Anyway, tomatoes and Cook Like a Chef.
It wasn’t until the final presentation of the TomatoTatin that I started paying attention. I had half listened to how and what, but when I saw this dish presented, I thought, this is worth keeping. So, I jotted down some notes and it wasn’t until I was looking for an appetizer for a dinner party that I found the notes.
Most of it was there, and while I could not find the show or the recipe again, I think that I have managed to recreate that wonderful TomatoTatin from that show. It is truly an exquisite dish, one that you might find in a fine French Restaurant and a dish that you would make for just the right dinner party. The closest I have come to seeing this dish was at Maison Blanch on Longboat Key, but Chef Martinez used cherry tomatoes and presented the appetizer as a mini tomato tart.

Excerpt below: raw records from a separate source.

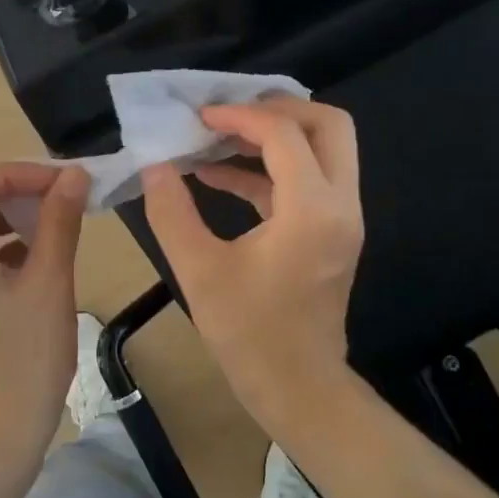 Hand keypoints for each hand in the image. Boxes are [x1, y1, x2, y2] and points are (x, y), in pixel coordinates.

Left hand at [0, 163, 90, 463]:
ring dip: (0, 214)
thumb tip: (75, 176)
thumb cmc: (26, 360)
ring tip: (47, 219)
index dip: (12, 173)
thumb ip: (59, 221)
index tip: (58, 182)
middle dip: (5, 189)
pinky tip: (32, 253)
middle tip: (50, 193)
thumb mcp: (49, 283)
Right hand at [141, 98, 363, 434]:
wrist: (298, 388)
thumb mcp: (198, 270)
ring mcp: (343, 218)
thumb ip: (171, 211)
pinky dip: (271, 168)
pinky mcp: (332, 232)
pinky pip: (309, 179)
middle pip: (328, 125)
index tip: (199, 117)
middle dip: (279, 109)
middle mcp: (340, 204)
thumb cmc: (249, 334)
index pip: (284, 134)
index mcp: (312, 210)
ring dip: (276, 135)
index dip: (239, 117)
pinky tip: (220, 173)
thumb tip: (155, 165)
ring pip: (325, 148)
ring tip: (218, 136)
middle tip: (230, 113) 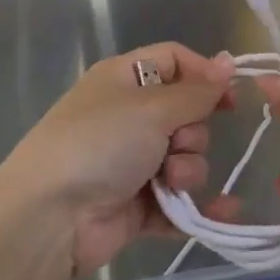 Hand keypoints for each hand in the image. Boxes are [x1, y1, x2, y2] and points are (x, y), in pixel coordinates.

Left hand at [0, 43, 241, 274]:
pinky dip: (196, 206)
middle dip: (192, 132)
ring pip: (185, 157)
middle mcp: (129, 116)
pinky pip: (179, 201)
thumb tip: (229, 62)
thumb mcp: (152, 108)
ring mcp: (132, 162)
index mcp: (125, 79)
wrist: (50, 217)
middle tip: (176, 144)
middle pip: (186, 113)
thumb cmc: (100, 144)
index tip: (230, 98)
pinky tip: (225, 212)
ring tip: (169, 182)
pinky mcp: (137, 204)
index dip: (204, 75)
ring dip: (188, 169)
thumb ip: (197, 91)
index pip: (175, 61)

This recipe was made with perfectly round tomatoes, all the same size, blanched and peeled and stuffed with caramelized onions and then baked. The peeled tomato is placed in a ramekin with a gastrique base and topped with pastry dough. Once baked and cooled, it is turned out onto a plate, surrounded by the gastrique.
It’s actually not that difficult or time consuming to make. Many things can be cooking at the same time, and provided that you start the gastrique and the caramelized onions first, you will be ready with the rest of the ingredients at the right time.
So, this appetizer would fall into the category of an appetizer for a special dinner party, and I did prepare this appetizer for just that kind of event, The Love Apple Dinner Party. The dinner was for friends down south during pre pandemic days. The star of that dinner party menu was the TomatoTatin, but it was preceded by an assortment of equally impressive hors d’ouevres and followed by a fabulous and decadent main course.